▶ _Instructions for the task_: Copy all the records word for word, apart from any pictures.

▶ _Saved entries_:
══════════
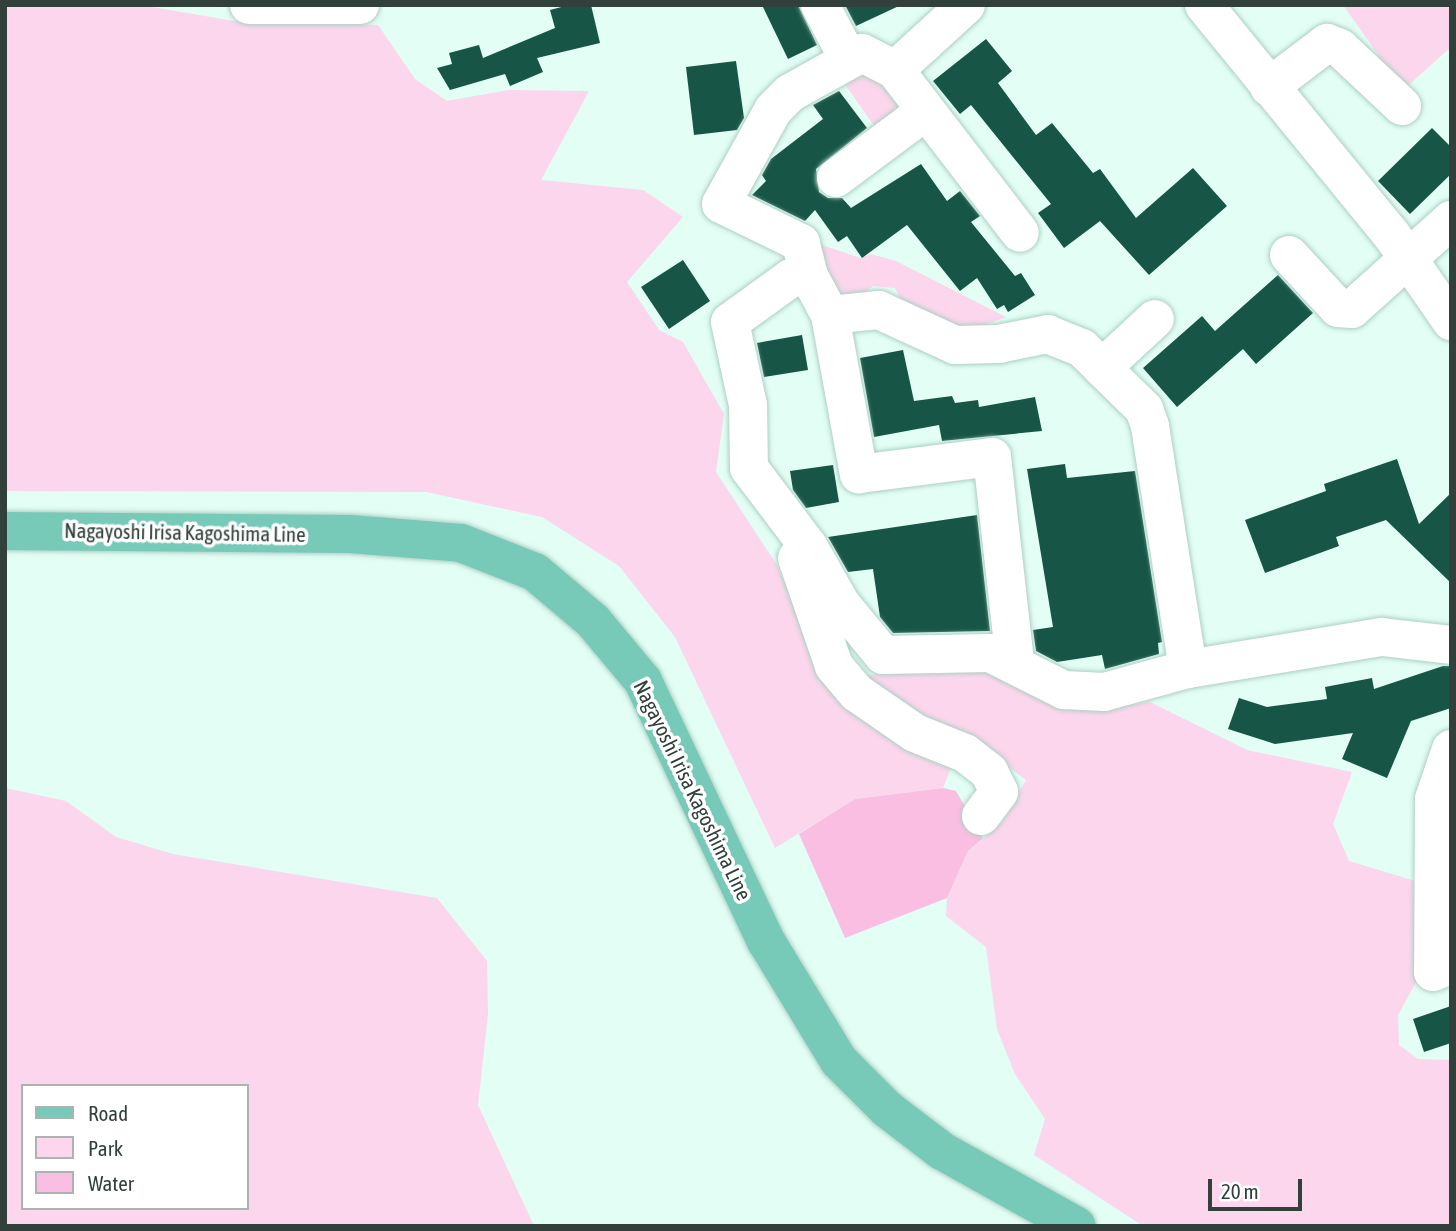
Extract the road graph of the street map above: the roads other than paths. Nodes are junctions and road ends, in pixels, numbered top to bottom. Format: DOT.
graph roads {
  1 [pos="249,5"];
  2 [pos="360,5"];
  3 [pos="820,5"];
  4 [pos="966,5"];
  5 [pos="1204,5"];
  6 [pos="848,58"];
  7 [pos="895,71"];
  8 [pos="1269,87"];
  9 [pos="1402,106"];
  10 [pos="926,111"];
  11 [pos="836,178"];
  12 [pos="1451,220"];
  13 [pos="1020,233"];
  14 [pos="1289,255"];
  15 [pos="1409,262"];
  16 [pos="809,276"];
  17 [pos="830,315"];
  18 [pos="1155,319"];
  19 [pos="1451,321"];
  20 [pos="1102,368"];
  21 [pos="775,505"];
  22 [pos="5,531"];
  23 [pos="1451,645"];
  24 [pos="1015,662"];
  25 [pos="1188,669"];
  26 [pos="1451,749"];
  27 [pos="981,816"];
  28 [pos="1451,965"];
  29 [pos="1077,1226"];
  1 -- 2 [label="street"];
  3 -- 6 [label="street"];
  4 -- 7 [label="street"];
  5 -- 8 [label="street"];
  6 -- 7 [label="street"];
  6 -- 16 [label="street"];
  7 -- 10 [label="street"];
  8 -- 9 [label="street"];
  8 -- 15 [label="street"];
  10 -- 11 [label="street"];
  10 -- 13 [label="street"];
  12 -- 15 [label="street"];
  14 -- 15 [label="street"];
  15 -- 19 [label="street"];
  16 -- 17 [label="street"];
  16 -- 21 [label="street"];
  17 -- 20 [label="street"];
  17 -- 24 [label="street"];
  18 -- 20 [label="street"];
  20 -- 25 [label="street"];
  21 -- 24 [label="street"];
  21 -- 27 [label="street"];
  22 -- 29 [label="main road, Nagayoshi Irisa Kagoshima Line"];
  23 -- 25 [label="street"];
  24 -- 25 [label="street"];
  26 -- 28 [label="street"];
}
══════════
▶ _Solved problem_:
Extract the road graph of the street map above: the roads other than paths. Nodes are junctions and road ends, in pixels, numbered top to bottom. Format: DOT.
graph roads {
  1 [pos="249,5"];
  2 [pos="360,5"];
  3 [pos="820,5"];
  4 [pos="966,5"];
  5 [pos="1204,5"];
  6 [pos="848,58"];
  7 [pos="895,71"];
  8 [pos="1269,87"];
  9 [pos="1402,106"];
  10 [pos="926,111"];
  11 [pos="836,178"];
  12 [pos="1451,220"];
  13 [pos="1020,233"];
  14 [pos="1289,255"];
  15 [pos="1409,262"];
  16 [pos="809,276"];
  17 [pos="830,315"];
  18 [pos="1155,319"];
  19 [pos="1451,321"];
  20 [pos="1102,368"];
  21 [pos="775,505"];
  22 [pos="5,531"];
  23 [pos="1451,645"];
  24 [pos="1015,662"];
  25 [pos="1188,669"];
  26 [pos="1451,749"];
  27 [pos="981,816"];
  28 [pos="1451,965"];
  29 [pos="1077,1226"];
  1 -- 2 [label="street"];
  3 -- 6 [label="street"];
  4 -- 7 [label="street"];
  5 -- 8 [label="street"];
  6 -- 7 [label="street"];
  6 -- 16 [label="street"];
  7 -- 10 [label="street"];
  8 -- 9 [label="street"];
  8 -- 15 [label="street"];
  10 -- 11 [label="street"];
  10 -- 13 [label="street"];
  12 -- 15 [label="street"];
  14 -- 15 [label="street"];
  15 -- 19 [label="street"];
  16 -- 17 [label="street"];
  16 -- 21 [label="street"];
  17 -- 20 [label="street"];
  17 -- 24 [label="street"];
  18 -- 20 [label="street"];
  20 -- 25 [label="street"];
  21 -- 24 [label="street"];
  21 -- 27 [label="street"];
  22 -- 29 [label="main road, Nagayoshi Irisa Kagoshima Line"];
  23 -- 25 [label="street"];
  24 -- 25 [label="street"];
  26 -- 28 [label="street"];
}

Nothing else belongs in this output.